HAUSHALTSREDE Trotz positiver Prognose sieht Bürgermeister Wicke dunkle Wolken am Horizont aufziehen und mahnt

Damit reagierte Wicke auf die geplante Freistellung von Eltern bei den Kindergartengebühren durch die Landesregierung. Der Rathauschef rechnet in diesem Punkt mit einer deutlichen Mehrbelastung seiner Kommune. Das Land Hessen habe großzügig den Eltern eine Gebührenfreiheit für sechs Stunden für die drei Kindergartenjahre versprochen, ohne dies auch nur annähernd in ein Gesetz zu gießen. "Dadurch umgeht das Land das Konnexitätsprinzip und muss nicht für sämtliche Mehrkosten aufkommen, da es ja nicht unmittelbar bestellt und bezahlt. Was für die Eltern großartig anmutet, belastet die Kommunen schwer, denn es steht zu erwarten, dass es dann zu einer größeren Inanspruchnahme der Nachmittagsbetreuungszeiten kommt", erläuterte der Rathauschef seine Kritik. Diese wiederum sei alleine von den Kommunen zu tragen. Ab sechs Stunden sei zudem ein Mittagessen für die Kinder verpflichtend. Er gehe davon aus, dass sämtliche Nachbarkommunen ihr Kindergartenangebot dementsprechend neu ausrichten werden. Der Stadt Grebenau bleibe nichts anderes übrig als mitzuziehen, um einen "Kindergartentourismus" zu verhindern.

"Im Teilhaushalt Kindergarten planen wir aktuell mit einem Fehlbetrag von 333 000 Euro. Die Änderungen der durch das Land Hessen in Aussicht gestellten dreijährigen Freistellung von den Elternbeiträgen kann man noch nicht reell überblicken", revidierte der Rathauschef ein wenig. Der Hessische Städte- und Gemeindebund (HSGB) rate, mit Satzungsbeschlüssen das Frühjahr abzuwarten, bis klar sei, wie die Landesregierung die Freistellung von den Elternbeiträgen im Detail geplant habe.

Trotz Kritik gute Zahlen

"Die Stadt Grebenau hat sich aufgrund ihrer erheblichen Konsolidierungsanstrengungen eine ordentliche Ausgangslage für die Folgejahre geschaffen. Der Kassenkredit ist zurückgezahlt und auch die Altfehlbeträge sind getilgt", fasste Wicke die aktuelle Finanzsituation zusammen. Für das kommende Jahr werde mit einem Überschuss im Ergebnishaushalt von 64 000 Euro gerechnet. Dabei seien alle Steuersätze unverändert geblieben, die Teilhaushalte Kanal und Wasser ausgeglichen.

Rücklagen hätten trotz wirtschaftlich guter Jahre nicht gebildet werden können. Diese seien aber dringend notwendig, um Einbrüche in den Steuereinnahmen in den Folgejahren abfedern zu können. Hinzu komme, dass sich die Ausgaben in den vergangenen Jahren rasant entwickelt hätten und in wirtschaftlich schwächeren Jahren kaum zurückgefahren werden könnten. Gerade die Sozialausgaben würden stetig ansteigen, insbesondere bei den genannten Kindergärten.

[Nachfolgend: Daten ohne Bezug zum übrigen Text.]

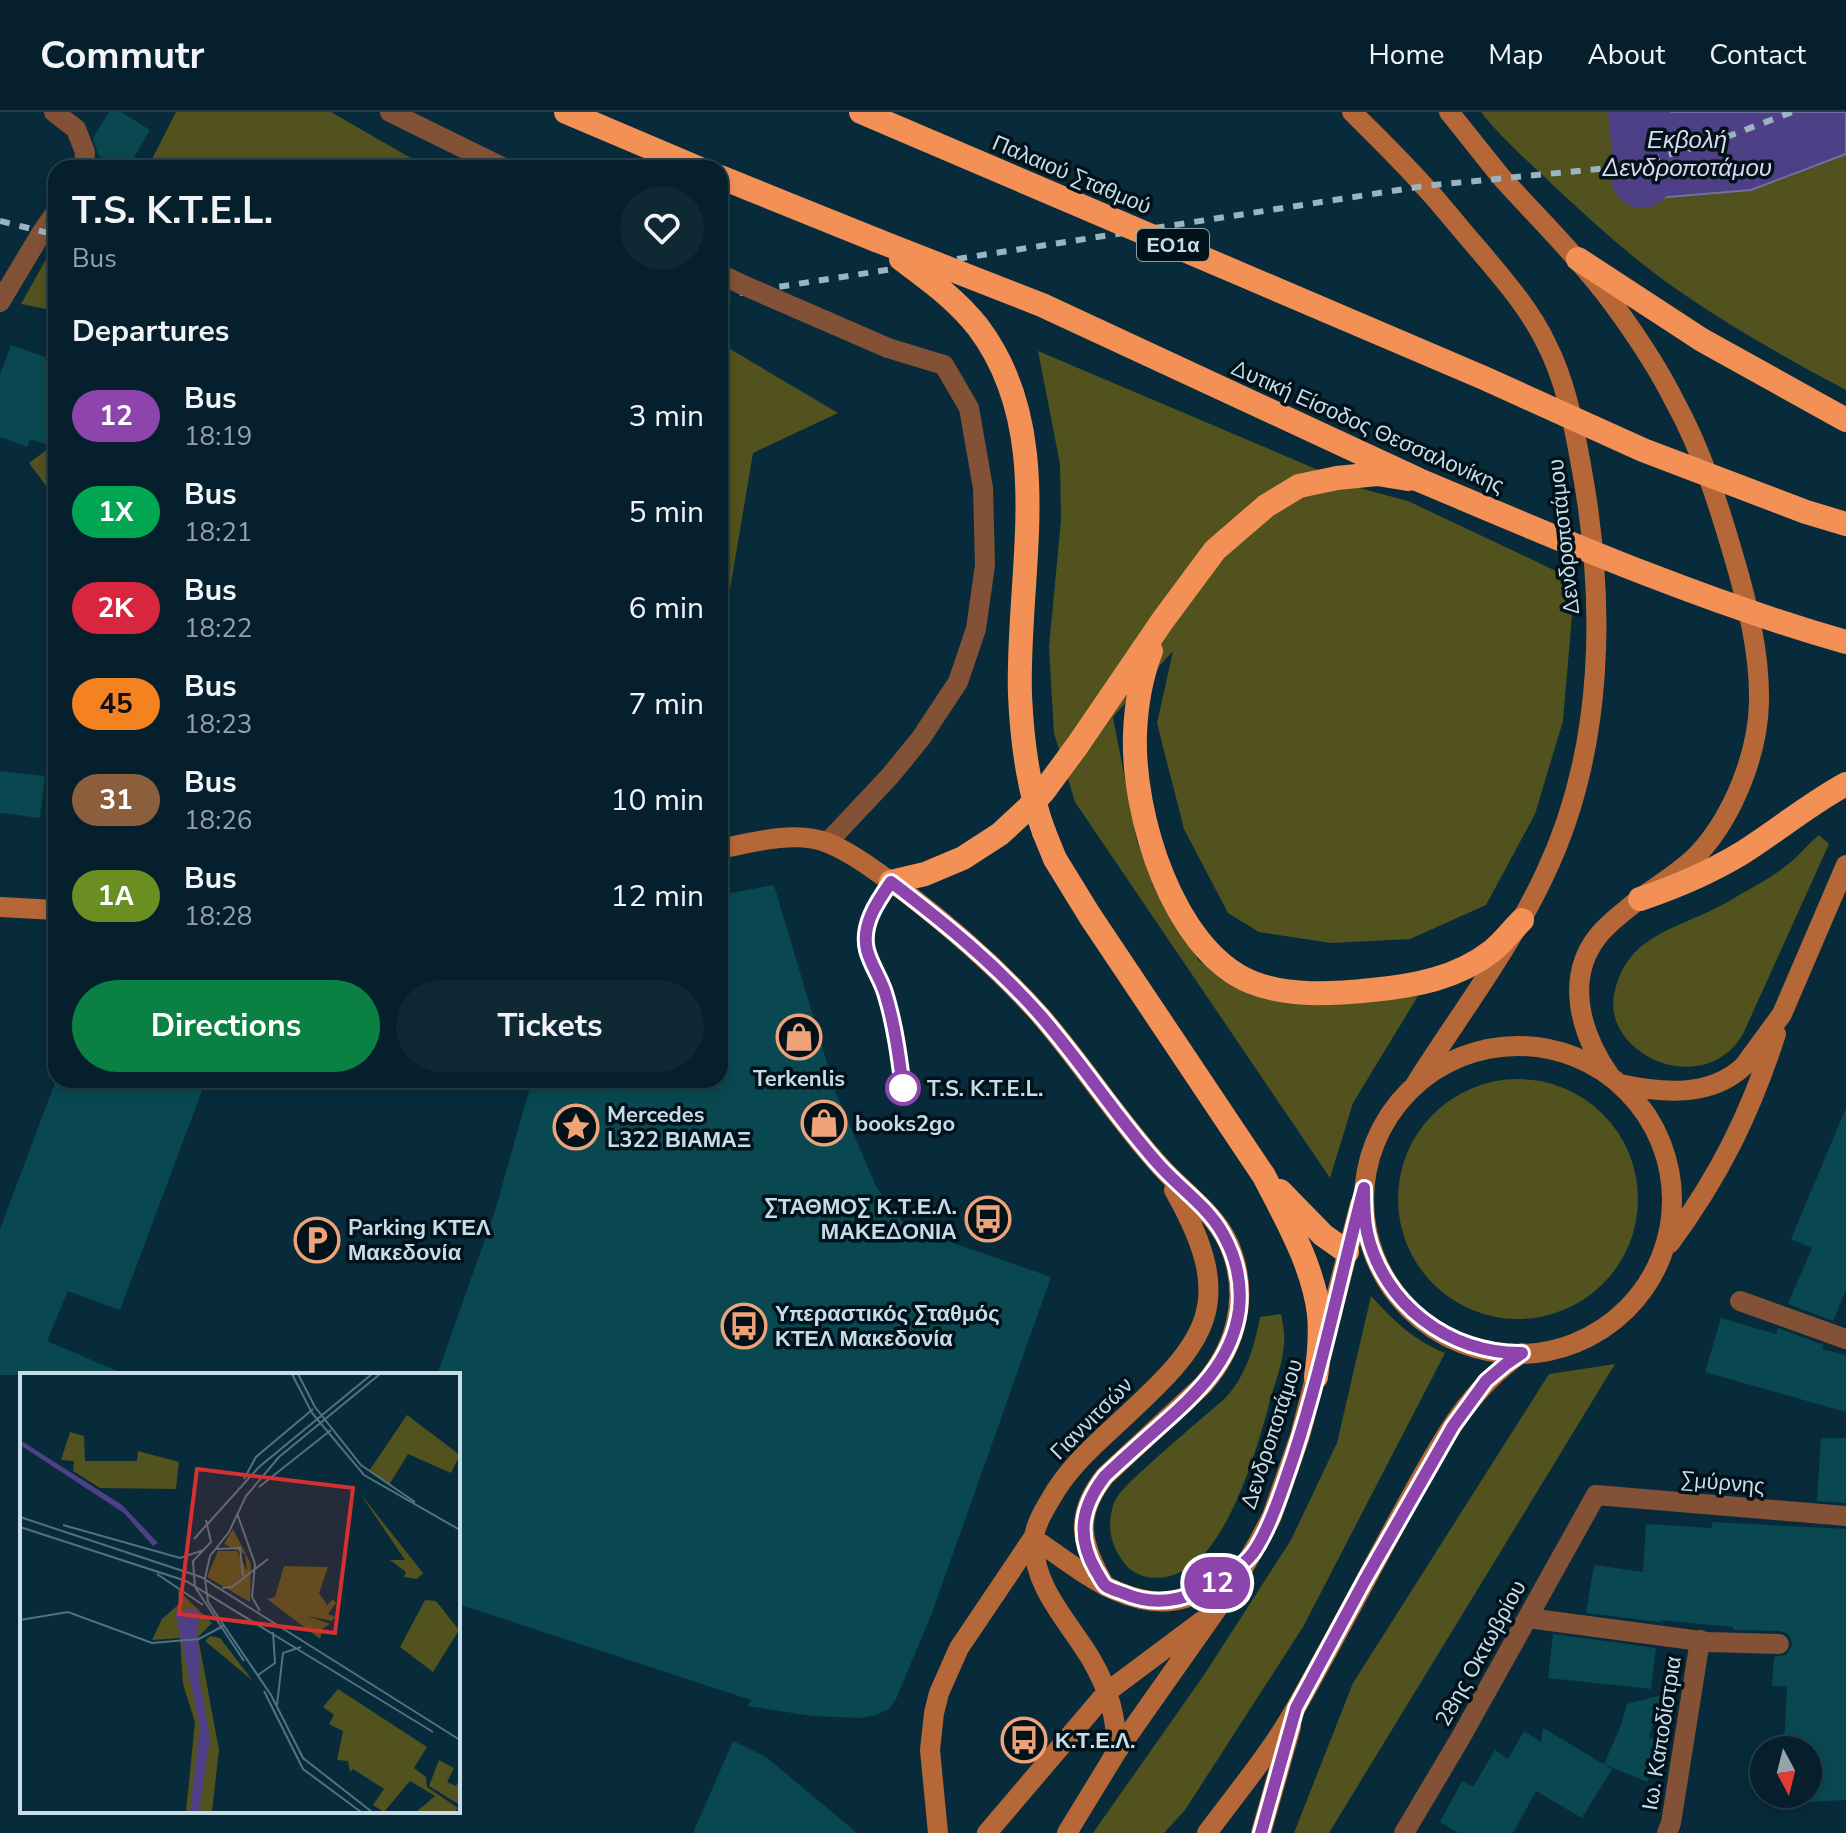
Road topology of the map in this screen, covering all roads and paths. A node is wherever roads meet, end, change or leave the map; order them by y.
1 (54, 112) edge
2 (390, 112) edge
3 (566, 112) edge
4 (861, 112) edge
5 (1352, 112) edge
6 (1449, 112) edge
7 (84, 160) edge
8 (488, 160) edge
9 (679, 160) edge
10 (728, 180) edge
11 (48, 223) edge
12 (876, 240) junction
13 (1578, 259) junction
14 (728, 278) edge
15 (0, 302) edge
16 (1846, 420) edge
17 (1419, 480) junction
18 (1846, 524) edge
19 (1163, 620) junction
20 (1846, 642) edge
21 (1846, 784) edge
22 (827, 843) junction
23 (728, 847) edge
24 (1846, 865) edge
25 (891, 882) junction
26 (1640, 899) junction
27 (0, 907) edge
28 (48, 910) edge
29 (1522, 920) junction
30 (1782, 1014) junction
31 (1615, 1080) junction
32 (1415, 1085) junction
33 (1162, 1168) junction
34 (1264, 1176) junction
35 (1364, 1188) junction
36 (1347, 1252) junction
37 (1663, 1253) junction
38 (1387, 1281) junction
39 (1740, 1301) dead end
40 (1846, 1339) edge
41 (1522, 1353) junction
42 (1316, 1377) junction
43 (1596, 1495) joint
44 (1846, 1516) edge
45 (1033, 1538) junction
46 (1252, 1555) junction
47 (1105, 1586) junction
48 (1218, 1609) junction
49 (1528, 1618) junction
50 (1700, 1640) junction
51 (1779, 1644) dead end
52 (1107, 1692) junction
53 (1296, 1708) junction
54 (1117, 1751) junction
55 (1670, 1830) edge
56 (938, 1833) edge
57 (987, 1833) edge
58 (1067, 1833) edge
59 (1207, 1833) edge
60 (1261, 1833) edge
61 (1404, 1833) edge

1 - 7 street
2 - 8 street
3 - 9 highway
4 - 18 highway, Παλαιού Σταθμού / ΕΟ1α, bridge
5 - 29 main road, Δενδροποτάμου
6 - 13 main road
10 - 12 highway
11 - 15 street
12 - 17 highway, Δυτική Είσοδος Θεσσαλονίκης, bridge
12 - 34 highway, bridge
13 - 16 highway
13 - 26 main road
14 - 22 street, bridge
17 - 19 highway, bridge
17 - 20 highway, Δυτική Είσοδος Θεσσαλονίκης, bridge
19 - 25 highway
19 - 29 highway
21 - 26 highway
22 - 23 main road, Γιαννιτσών
22 - 25 main road, Γιαννιτσών
24 - 30 main road
25 - 33 main road, Γιαννιτσών
26 - 31 main road
27 - 28 main road
29 - 32 main road, Δενδροποτάμου
30 - 31 main road
30 - 37 main road
31 - 32 main road, Δενδροποτάμου
31 - 37 main road, Δενδροποτάμου
32 - 35 main road, Δενδροποτάμου
33 - 45 main road, Γιαννιτσών
33 - 47 main road, Γιαννιτσών
34 - 36 highway
34 - 42 highway
35 - 36 main road, Δενδροποτάμου
35 - 38 main road, Δενδροποτάμου
36 - 38 main road
36 - 42 main road, Δενδροποτάμου
37 - 41 main road, Δενδροποτάμου
38 - 41 main road, Δενδροποτάμου
39 - 40 street
41 - 53 main road, Δενδροποτάμου
42 - 46 main road, Δενδροποτάμου
43 - 44 street, Σμύρνης
43 - 49 street, 28ης Οκτωβρίου
45 - 47 main road
45 - 52 main road
45 - 56 main road, Γιαννιτσών
46 - 47 main road
46 - 48 main road, Δενδροποτάμου
48 - 52 main road
48 - 54 main road, Δενδροποτάμου
49 - 50 street
49 - 61 street, 28ης Οκτωβρίου
50 - 51 street
50 - 55 street, Ιω. Καποδίστρια
52 - 54 main road
52 - 57 main road
53 - 59 main road, Δενδροποτάμου
53 - 60 main road
54 - 58 main road, Δενδροποτάμου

"Der Haushalt 2018 wird beeinflusst von zwei wesentlichen Faktoren", führte Wicke aus. Aufgrund gestiegener Gewerbesteuereinnahmen in den letzten zwei Jahren gebe es eine deutliche Steigerung bei der Kreis- und Schulumlage. So müsse Grebenau im kommenden Jahr 200 000 Euro mehr an den Vogelsbergkreis abführen. Auf der anderen Seite habe die Stadt von der landesweiten Überprüfung des Verteilungsschlüssels der Einkommenssteuer profitiert. "Die Sachaufwendungen sind auf einem niedrigen Niveau, wir leisten uns nur das, was wir uns leisten müssen", hob der Rathauschef hervor. Die Konsolidierungsbemühungen der vergangenen Jahre hätten Wirkung gezeigt und die Finanzen seien auf einem guten Weg. Jedoch ziehe aufgrund landes- und bundespolitischer Entscheidungen am Horizont schon wieder Nebel auf.